Former park official charged
PHOENIX, Ariz. - A man who formerly worked as a fire information officer at Grand Canyon was charged by the U.S. Attorney's Office for starting a fire near Crown King last year that forced the evacuation of the entire community and burned down several homes.
David Alexander Cygan, 52, of Yuma, faces five charges relating to purposely igniting a signal fire and a warming fire on the Prescott National Forest on June 28, 2008, when fire restrictions were in effect because of the extreme danger.
Cygan also impersonated a federal employee during the incident, according to the federal complaint filed in U.S. District Court in Phoenix.
The U.S. Attorney also charged Cygan with unlawful use of the federal badge, which Cygan allegedly showed the federal investigator. The complaint says the investigator then contacted the Park Service and found out that agency "terminated" Cygan from his Park Service job on Jan. 31, 2007.
The complaint states that Cygan showed a Grand Canyon National Park badge to another camper south of Crown King named Angela Tarango and told her he was a park employee who had conducted numerous searches and rescues.
Cygan then offered to search for Tarango's boyfriend and children who had not returned to camp that day from a hike. She already had reported them missing to authorities, who knew that Cygan started the fire since they rescued him June 29.
After finding the others, Cygan told the Forest Service investigator that he became lost while trying to find more help and supplies by himself, according to the complaint.
Then he lit a signal fire as well as a warming fire in a steep canyon below Crown King. He left the fires unattended while he went to get water from a nearby cabin, he told the investigator. When he returned, the warming fire had grown out of control, he said.
An Arizona Department of Public Safety helicopter pilot saw Cygan lighting the fires June 28, according to the complaint.

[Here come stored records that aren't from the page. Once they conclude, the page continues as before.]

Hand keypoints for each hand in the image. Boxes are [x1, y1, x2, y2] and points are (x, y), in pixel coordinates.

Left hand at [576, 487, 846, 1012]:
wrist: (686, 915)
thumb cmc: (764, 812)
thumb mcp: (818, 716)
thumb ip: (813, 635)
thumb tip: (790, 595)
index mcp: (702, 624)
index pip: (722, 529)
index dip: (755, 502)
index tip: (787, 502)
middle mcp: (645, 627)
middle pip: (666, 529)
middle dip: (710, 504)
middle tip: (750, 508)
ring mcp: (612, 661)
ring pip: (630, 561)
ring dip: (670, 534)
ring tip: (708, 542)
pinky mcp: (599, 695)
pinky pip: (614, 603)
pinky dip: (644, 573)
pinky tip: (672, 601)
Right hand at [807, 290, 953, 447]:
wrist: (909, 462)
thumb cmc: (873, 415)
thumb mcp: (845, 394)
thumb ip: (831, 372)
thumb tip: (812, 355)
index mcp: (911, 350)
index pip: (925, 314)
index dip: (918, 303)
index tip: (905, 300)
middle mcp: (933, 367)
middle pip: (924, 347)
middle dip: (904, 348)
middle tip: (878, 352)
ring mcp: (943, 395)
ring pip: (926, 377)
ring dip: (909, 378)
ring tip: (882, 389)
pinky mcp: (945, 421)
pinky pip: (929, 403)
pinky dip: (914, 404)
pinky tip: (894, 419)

"The actions of this single male subject caused concern for the DPS helicopter, prompting them to leave the area in fear that the subject would continue to ignite fires in an attempt to gain their attention," the complaint states.

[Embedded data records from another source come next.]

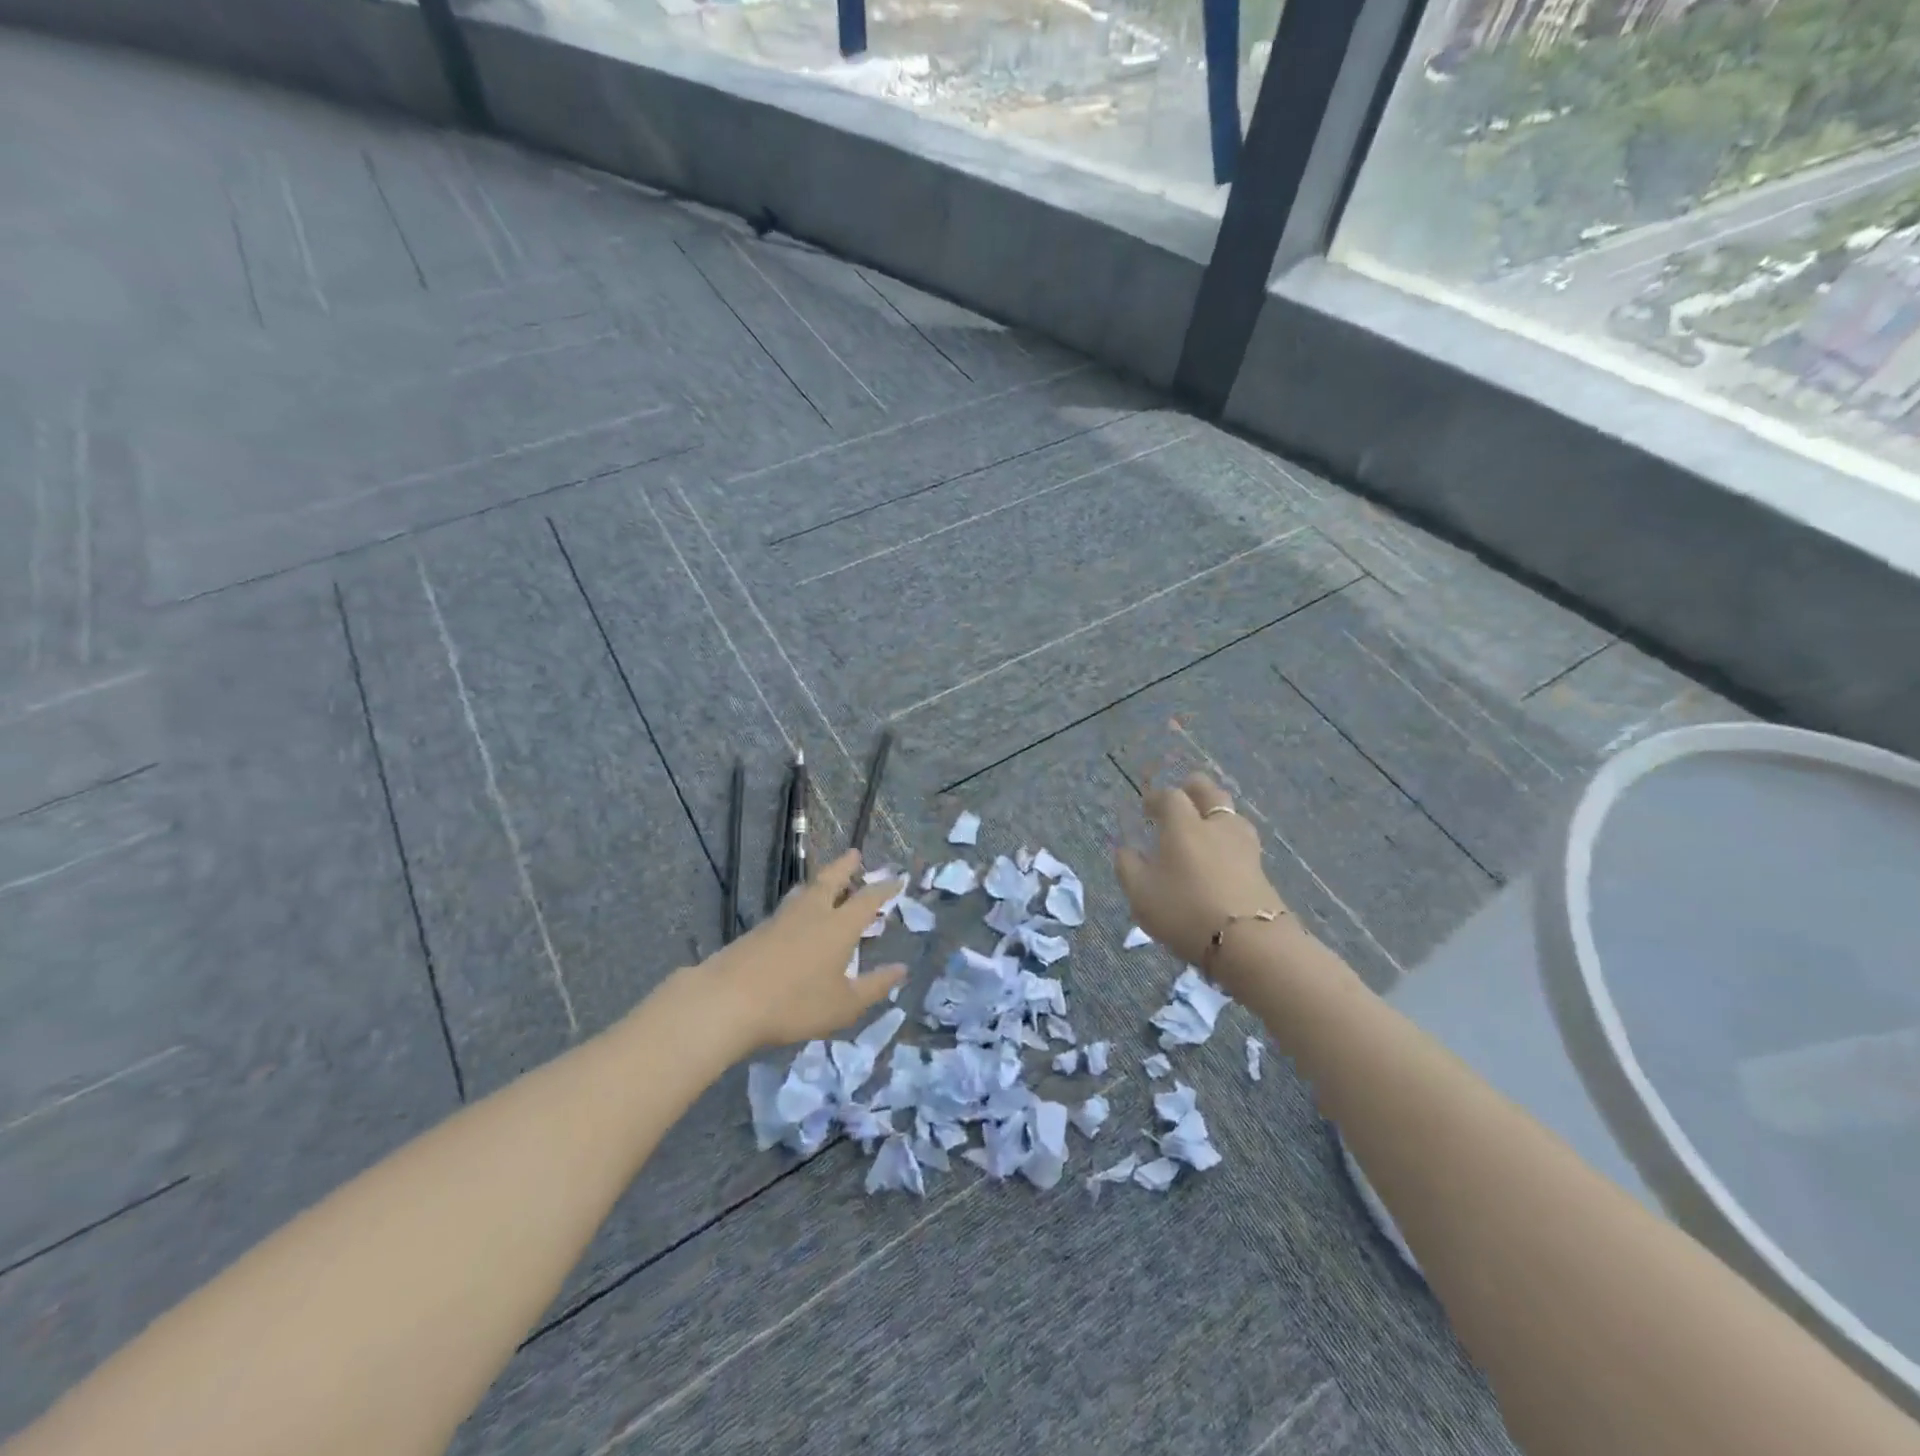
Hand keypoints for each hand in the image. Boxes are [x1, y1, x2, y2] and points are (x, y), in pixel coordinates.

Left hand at [700, 849, 906, 1051]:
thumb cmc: (795, 1003)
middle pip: (831, 880)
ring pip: (805, 890)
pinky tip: (796, 915)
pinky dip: (800, 902)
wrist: (728, 1001)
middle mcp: (812, 913)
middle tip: (854, 854)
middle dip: (845, 866)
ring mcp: (782, 919)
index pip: (867, 899)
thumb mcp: (843, 1004)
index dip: (884, 888)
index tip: (897, 878)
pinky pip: (787, 907)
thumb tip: (902, 969)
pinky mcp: (758, 930)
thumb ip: (874, 986)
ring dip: (820, 881)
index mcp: (839, 926)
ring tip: (825, 880)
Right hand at [1113, 774, 1290, 986]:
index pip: (1170, 796)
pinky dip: (1229, 839)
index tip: (1147, 808)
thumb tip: (1125, 850)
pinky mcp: (1261, 868)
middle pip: (1209, 791)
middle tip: (1182, 797)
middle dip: (1193, 789)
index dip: (1156, 798)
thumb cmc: (1185, 911)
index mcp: (1183, 825)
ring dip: (1216, 812)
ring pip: (1231, 814)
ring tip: (1205, 826)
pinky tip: (1222, 855)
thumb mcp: (1141, 894)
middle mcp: (1215, 826)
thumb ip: (1129, 867)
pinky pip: (1242, 841)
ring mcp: (1244, 846)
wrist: (1251, 942)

By the time firefighters put an end to the Lane 2 fire on July 14, it had burned across 9,629 acres at a cost of $5.3 million. It torched five homes, a sawmill and 12 outbuildings while forcing the evacuation of Crown King residents and visitors. The former mining town of about 250 residents is nestled in the pine forest of the Prescott National Forest about 20 miles south of Prescott.

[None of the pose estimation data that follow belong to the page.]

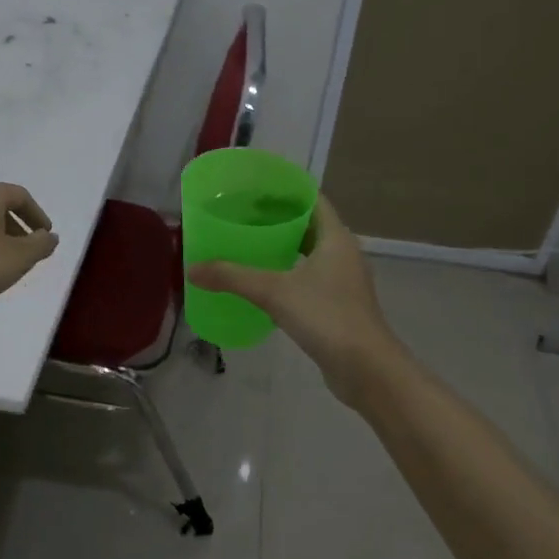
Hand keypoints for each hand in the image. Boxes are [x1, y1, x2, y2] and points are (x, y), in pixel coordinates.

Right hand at [188, 195, 402, 404]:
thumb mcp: (274, 292)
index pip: (312, 200)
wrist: (366, 368)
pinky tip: (263, 285)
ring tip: (248, 247)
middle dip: (278, 220)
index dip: (285, 192)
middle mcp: (344, 254)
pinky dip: (288, 275)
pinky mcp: (339, 306)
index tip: (255, 190)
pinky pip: (310, 280)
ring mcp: (344, 281)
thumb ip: (233, 277)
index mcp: (336, 238)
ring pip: (310, 255)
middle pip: (309, 226)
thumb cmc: (326, 316)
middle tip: (243, 218)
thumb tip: (192, 269)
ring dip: (283, 249)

The lost boyfriend, Jeffery Rasmussen of Phoenix, also started a fire while he was lost, according to the Yavapai County Sheriff's Office, which organized the search for the lost campers. That was the Lane 1 fire, which firefighters were able to extinguish within a day.
The U.S. Attorney's Office couldn't confirm Monday whether Rasmussen will face any charges.
Mike Colt, who lost his home in the Lane 2 fire, said victim compensation would be nice. His insurance didn't cover all of his losses, and his brother lost a home that had no insurance. That home was under construction and nearly complete.
Colt said federal officials invited them to Phoenix a few weeks ago to let them know that charges against Cygan were pending, but restitution was unlikely because of Cygan's finances.
"Jail time might be nice for him too, but they probably won't do that either," Colt said.
"I just figure there's not much they can do, but whatever they can do is fine," added Colt, who owns the historic Crown King Saloon with his wife, Dawn.